Correspondence: Professor DS Zahm, Department of Pharmacological and Physiological Science, St Louis University School of Medicine, 1402 S. Grand Blvd, St Louis, MO 63104, USA, Tel: +314 977 8003, Fax: +314 977 6411, E-mail: zahmds@slu.edu

³Current address: Department of Neurology, Washington University School of Medicine, Box 8111, 660 S. Euclid Ave, Saint Louis, MO 63110, USA

Received 1 June 2009; Revised 28 July 2009; Accepted 18 August 2009; Published online 30 September 2009.

Abstract

The effects of addictive psychostimulant drugs on the brain change over repeated administrations. We evaluated a large sample of brain structures, particularly ones comprising basal forebrain macrosystems, and determined in which the immediate-early gene product, Fos, is expressed following a single and repeated self-administrations of cocaine.

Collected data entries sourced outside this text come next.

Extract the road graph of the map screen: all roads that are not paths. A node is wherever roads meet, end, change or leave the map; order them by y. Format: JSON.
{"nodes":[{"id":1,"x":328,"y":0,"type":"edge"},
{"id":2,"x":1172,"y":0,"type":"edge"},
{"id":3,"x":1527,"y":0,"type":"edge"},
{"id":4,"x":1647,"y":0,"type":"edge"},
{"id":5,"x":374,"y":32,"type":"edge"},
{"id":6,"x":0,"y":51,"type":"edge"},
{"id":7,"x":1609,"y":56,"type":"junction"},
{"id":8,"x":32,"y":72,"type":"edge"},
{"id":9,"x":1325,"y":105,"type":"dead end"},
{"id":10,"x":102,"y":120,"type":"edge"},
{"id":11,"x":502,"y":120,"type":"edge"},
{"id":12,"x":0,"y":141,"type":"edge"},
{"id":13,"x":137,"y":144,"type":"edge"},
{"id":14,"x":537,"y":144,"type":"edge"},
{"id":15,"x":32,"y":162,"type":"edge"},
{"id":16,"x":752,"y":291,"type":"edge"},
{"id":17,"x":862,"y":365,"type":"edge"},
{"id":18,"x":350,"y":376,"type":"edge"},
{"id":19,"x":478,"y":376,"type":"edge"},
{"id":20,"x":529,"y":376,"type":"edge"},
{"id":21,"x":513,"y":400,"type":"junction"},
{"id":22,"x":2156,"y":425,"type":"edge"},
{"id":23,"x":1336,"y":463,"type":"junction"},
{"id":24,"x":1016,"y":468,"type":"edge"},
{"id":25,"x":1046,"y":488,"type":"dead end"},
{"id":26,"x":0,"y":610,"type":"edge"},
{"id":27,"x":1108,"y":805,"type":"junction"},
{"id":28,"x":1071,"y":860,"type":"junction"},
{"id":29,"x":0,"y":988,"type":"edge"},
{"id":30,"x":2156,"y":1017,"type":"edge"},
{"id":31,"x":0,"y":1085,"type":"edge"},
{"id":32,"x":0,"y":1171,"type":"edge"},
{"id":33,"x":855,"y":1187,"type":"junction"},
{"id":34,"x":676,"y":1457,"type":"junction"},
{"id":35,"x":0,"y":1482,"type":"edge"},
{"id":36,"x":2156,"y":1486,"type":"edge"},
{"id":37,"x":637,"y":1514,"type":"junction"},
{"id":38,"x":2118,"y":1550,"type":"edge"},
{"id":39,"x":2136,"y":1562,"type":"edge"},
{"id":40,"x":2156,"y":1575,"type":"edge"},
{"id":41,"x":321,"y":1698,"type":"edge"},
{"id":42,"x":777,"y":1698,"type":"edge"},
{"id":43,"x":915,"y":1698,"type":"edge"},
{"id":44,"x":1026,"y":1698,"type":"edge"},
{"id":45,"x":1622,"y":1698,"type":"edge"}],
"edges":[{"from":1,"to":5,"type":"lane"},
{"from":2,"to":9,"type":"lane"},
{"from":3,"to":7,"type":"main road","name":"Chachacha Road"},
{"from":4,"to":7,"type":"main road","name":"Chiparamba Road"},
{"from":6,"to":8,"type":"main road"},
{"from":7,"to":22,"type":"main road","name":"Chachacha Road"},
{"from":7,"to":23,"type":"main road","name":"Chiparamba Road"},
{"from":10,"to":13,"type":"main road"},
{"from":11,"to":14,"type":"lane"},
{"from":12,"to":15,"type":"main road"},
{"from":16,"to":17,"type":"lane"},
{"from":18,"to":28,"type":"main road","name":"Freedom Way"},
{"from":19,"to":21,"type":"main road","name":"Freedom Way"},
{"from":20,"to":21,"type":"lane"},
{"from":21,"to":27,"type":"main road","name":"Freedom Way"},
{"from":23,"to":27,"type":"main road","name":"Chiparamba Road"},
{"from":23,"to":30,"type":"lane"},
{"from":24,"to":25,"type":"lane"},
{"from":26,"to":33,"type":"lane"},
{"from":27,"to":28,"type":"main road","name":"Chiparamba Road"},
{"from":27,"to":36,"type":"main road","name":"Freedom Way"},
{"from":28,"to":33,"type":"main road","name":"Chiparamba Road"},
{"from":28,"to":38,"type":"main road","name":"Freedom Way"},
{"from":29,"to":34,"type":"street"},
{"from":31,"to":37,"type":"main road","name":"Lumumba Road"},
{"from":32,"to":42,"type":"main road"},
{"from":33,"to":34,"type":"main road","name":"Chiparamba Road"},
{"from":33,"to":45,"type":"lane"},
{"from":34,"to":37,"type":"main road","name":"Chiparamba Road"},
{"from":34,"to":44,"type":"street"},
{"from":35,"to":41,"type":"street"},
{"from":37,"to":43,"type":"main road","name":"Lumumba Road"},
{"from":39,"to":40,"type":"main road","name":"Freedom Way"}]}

The caudate-putamen and accumbens, comprising the basal ganglia input structures, and the hypothalamic supraoptic and paraventricular nuclei, lateral and medial habenula, mesopontine rostromedial tegmental nucleus and anterior cingulate cortex exhibited Fos expression enhanced by acute self-administration of cocaine (SAC), but desensitized after repeated administrations. Fos expression was mainly enhanced by acutely self-administered cocaine in basal ganglia output and intrinsic structures and the intermediate nucleus of lateral septum, medial division of the central amygdaloid nucleus and zona incerta, but, in contrast, was sensitized in these structures after repeated administrations. Acute and repeated SAC left Fos expression unaffected or marginally enhanced in most extended amygdala structures, of which nearly all, however, exhibited robustly increased Fos expression after repeated saline self-administration, occasionally to levels exceeding those elicited by cocaine. Thus, self-administered cocaine mainly elicits Fos expression, which persists or increases with repeated administrations in some structures, but declines in others. In addition, Fos expression is sensitized in most extended amygdala structures merely by the act of repeated self-administering. Similar spatiotemporal patterns of cocaine- or saline-elicited Fos expression characterize functionally related clusters of structures, such as, eg, basal ganglia input structures, basal ganglia output structures, extended amygdala and structures in the brainstem to which forebrain macrosystems project.